Far from the world I know, I’m regaining my footing with some difficulty.  For now, the simplest things are the most useful. Laundry, for instance. In Mexico, you do the laundry with a full tub of water next to which you soap and rinse the clothes. They dry in the sun in a matter of hours.

While you soap, you can think. After reading the daily news, I often think of Hannah Arendt’s writing. Among the books I brought along with me, there’s a small one titled La politique a-t-elle encore un sens? (Does Politics Still Mean Anything?). The booklet is a French translation of fragments left at her death in 1975 to an Introduction to Politics on which she was working. The fragments were written between 1958 and 1961.

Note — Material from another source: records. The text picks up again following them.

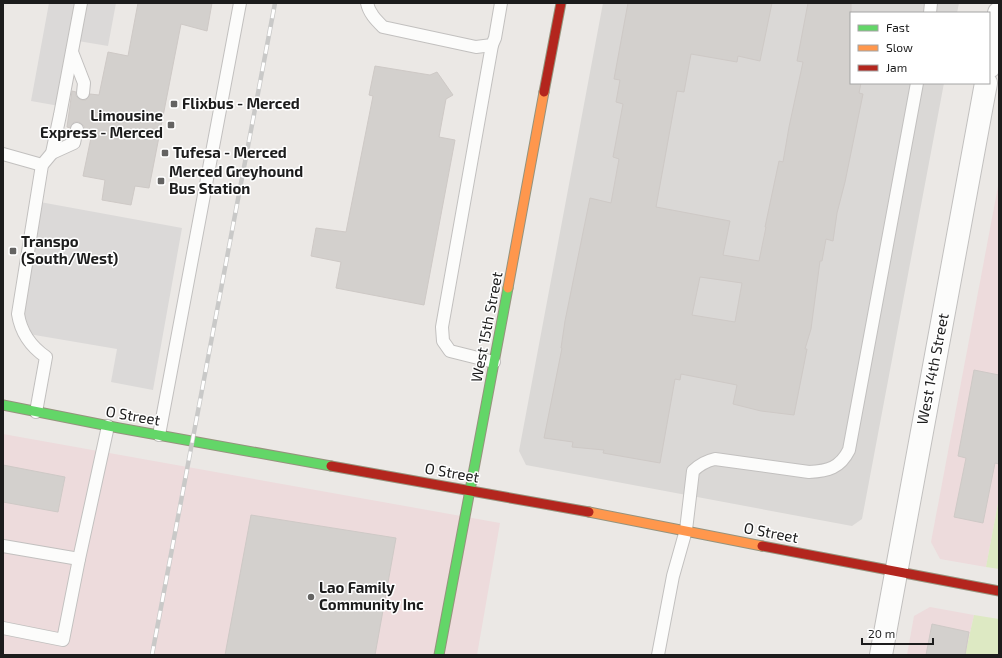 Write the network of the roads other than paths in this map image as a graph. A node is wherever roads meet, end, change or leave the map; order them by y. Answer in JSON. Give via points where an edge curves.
{"nodes":[{"id":1,"x":81,"y":3,"type":"edge"},
{"id":2,"x":240,"y":3,"type":"edge"},
{"id":3,"x":368,"y":3,"type":"edge"},
{"id":4,"x":501,"y":3,"type":"edge"},
{"id":5,"x":561,"y":3,"type":"edge"},
{"id":6,"x":999,"y":13,"type":"edge"},
{"id":7,"x":492,"y":45,"type":"junction"},
{"id":8,"x":72,"y":52,"type":"junction"},
{"id":9,"x":990,"y":62,"type":"edge"},
{"id":10,"x":917,"y":84,"type":"edge"},
{"id":11,"x":986,"y":84,"type":"edge"},
{"id":12,"x":83,"y":93,"type":"dead end"},
{"id":13,"x":77,"y":129,"type":"dead end"},
{"id":14,"x":52,"y":153,"type":"junction"},
{"id":15,"x":3,"y":154,"type":"edge"},
{"id":16,"x":42,"y":165,"type":"junction"},
{"id":17,"x":494,"y":362,"type":"junction"},
{"id":18,"x":3,"y":405,"type":"edge"},
{"id":19,"x":36,"y":412,"type":"junction"},
{"id":20,"x":108,"y":426,"type":"junction"},
{"id":21,"x":158,"y":435,"type":"junction"},
{"id":22,"x":471,"y":490,"type":"junction"},
{"id":23,"x":686,"y":530,"type":"junction"},
{"id":24,"x":3,"y":546,"type":"edge"},
{"id":25,"x":79,"y":559,"type":"junction"},
{"id":26,"x":895,"y":571,"type":"junction"},
{"id":27,"x":999,"y":590,"type":"edge"},
{"id":28,"x":3,"y":628,"type":"edge"},
{"id":29,"x":439,"y":655,"type":"edge"},
{"id":30,"x":658,"y":655,"type":"edge"},
{"id":31,"x":881,"y":655,"type":"edge"}],
"edges":[{"from":1,"to":8,"type":"lane"},
{"from":2,"to":21,"type":"lane"},
{"from":3,"to":7,"type":"lane","via":[[371,14],[383,27],[476,47]]},
{"from":4,"to":7,"type":"lane"},
{"from":5,"to":17,"type":"street","name":"West 15th Street"},
{"from":6,"to":9,"type":"street"},
{"from":7,"to":17,"type":"lane","via":[[442,328],[443,341],[450,351]]},
{"from":8,"to":12,"type":"lane","via":[[84,83]]},
{"from":8,"to":14,"type":"lane"},
{"from":10,"to":23,"type":"lane","via":[[849,450],[844,459],[833,468],[821,471],[808,472],[715,459],[706,461],[694,471]]},
{"from":11,"to":26,"type":"street","name":"West 14th Street"},
{"from":13,"to":14,"type":"lane","via":[[74,143]]},
{"from":14,"to":16,"type":"lane"},
{"from":15,"to":16,"type":"lane"},
{"from":16,"to":19,"type":"lane","via":[[18,314],[20,326],[28,341],[36,351],[46,357]]},
{"from":17,"to":22,"type":"street","name":"West 15th Street"},
{"from":18,"to":19,"type":"street","name":"O Street"},
{"from":19,"to":20,"type":"street","name":"O Street"},
{"from":20,"to":21,"type":"street","name":"O Street"},
{"from":20,"to":25,"type":"lane"},
{"from":21,"to":22,"type":"street","name":"O Street"},
{"from":22,"to":23,"type":"street","name":"O Street"},
{"from":22,"to":29,"type":"street","name":"West 15th Street"},
{"from":23,"to":26,"type":"street","name":"O Street"},
{"from":23,"to":30,"type":"lane","via":[[673,576]]},
{"from":24,"to":25,"type":"lane"},
{"from":25,"to":28,"type":"lane","via":[[63,640]]},
{"from":26,"to":27,"type":"street","name":"O Street"},
{"from":26,"to":31,"type":"street","name":"West 14th Street"}]} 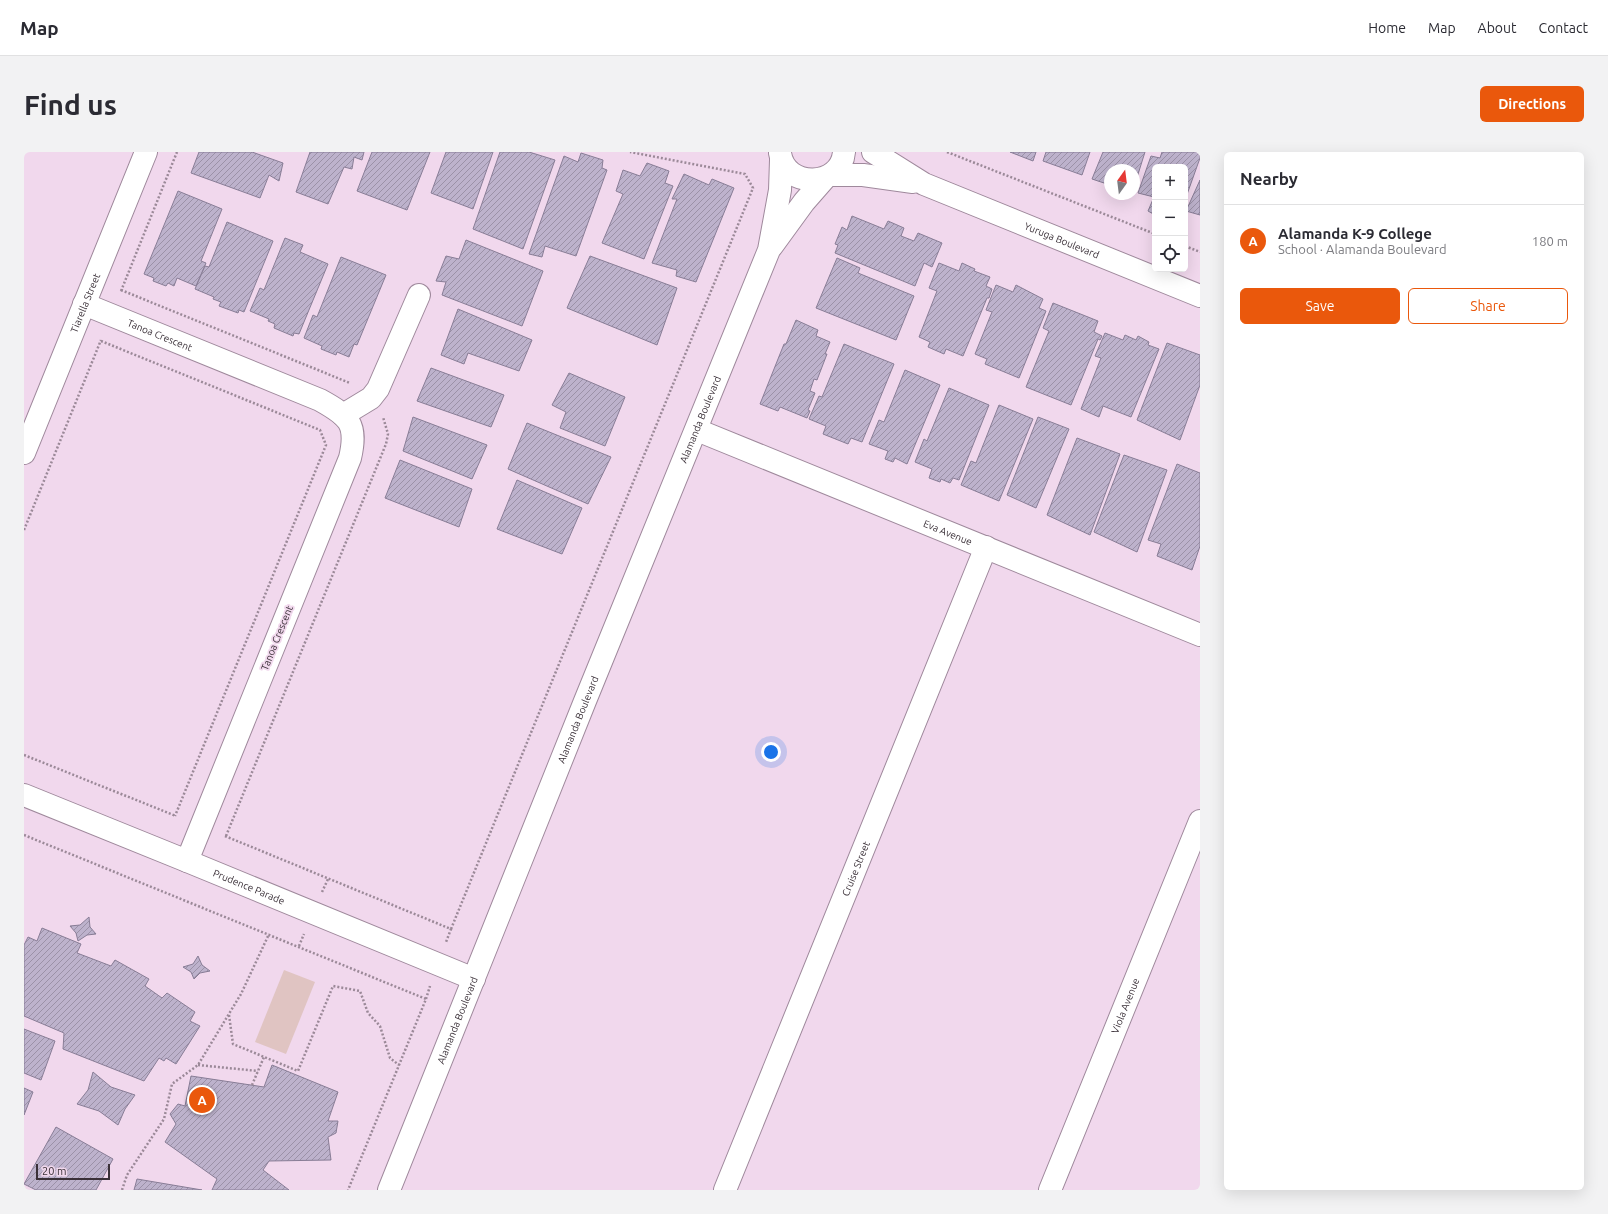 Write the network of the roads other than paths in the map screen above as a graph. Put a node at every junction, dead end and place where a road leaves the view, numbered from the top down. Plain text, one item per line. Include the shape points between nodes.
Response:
1 (146, 152) edge
2 (844, 152) edge
3 (873, 152) edge
4 (778, 155) edge
5 (828, 176) junction
6 (924, 184) junction
7 (769, 250) junction
8 (419, 295) dead end
9 (1200, 296) edge
10 (84, 304) junction
11 (344, 415) junction
12 (697, 430) junction
13 (24, 453) edge
14 (986, 547) junction
15 (1200, 635) edge
16 (24, 795) edge
17 (1200, 821) edge
18 (187, 861) junction
19 (474, 979) junction
20 (389, 1190) edge
21 (725, 1190) edge
22 (1050, 1190) edge

1 - 10 street, Tiarella Street
2 - 5 street, Alamanda Boulevard via 839,167
3 - 6 street, Yuruga Boulevard
4 - 5 street, Yuruga Boulevard via 787,169 804,180 815,181
4 - 7 street, Alamanda Boulevard via 780,190
5 - 6 street, Yuruga Boulevard via 863,175
5 - 7 street, Alamanda Boulevard via 804,202
6 - 9 street, Yuruga Boulevard
7 - 12 street, Alamanda Boulevard
8 - 11 street via 378,389 371,398
10 - 11 street, Tanoa Crescent via 320,400
10 - 13 street, Tiarella Street
11 - 18 street, Tanoa Crescent via 353,433 350,458
12 - 14 street, Eva Avenue
12 - 19 street, Alamanda Boulevard
14 - 15 street, Eva Avenue
14 - 21 street, Cruise Street
16 - 18 street, Prudence Parade
17 - 22 street, Viola Avenue
18 - 19 street, Prudence Parade
19 - 20 street, Alamanda Boulevard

In the current climate of corruption where the electoral process has become nothing but a vulgar fig leaf, this part of the fragments strikes me as particularly relevant:

“We tend to consider peace – which, as the end to violence, must set its limits and circumscribe its process of annihilation – as something originating in a domain that transcends politics and that must keep politics themselves within its confines; just as we are inclined to greet periods of peace between the catastrophes…as five or ten year periods during which politics allow us a respite. Ranke one day forged the expression on the primacy of foreign policy and, possibly, all he meant by this was that safeguarding frontiers and international relations must be a Statesman’s foremost concern, since the very existence of the State and of the nation depend on it. At first glance, we may be tempted to believe that the Cold War only has taught us what we know about the primacy of foreign affairs. For if foreign affairs are the only relevant object in politics, which is to say the danger constantly looming over international relations, then this means nothing more or less than Clausewitz’ words about war being nothing other than the pursuit of politics by others means having become reversed, so that politics have finally become  the pursuit of war where ruse is temporarily used instead of violent methods. And it is undeniable that the conditions of the arms race in which we live and must live permanently allow us to think at the very least that Kant’s words – nothing should happen during the war that renders and ulterior peace impossible – have also become inverted, so that we live in a peace in which nothing must be spared so that a war may still be possible.”

Perhaps then, the most urgent question is what purpose is still served by nations and States that are totally subjected to trans-national financial interests.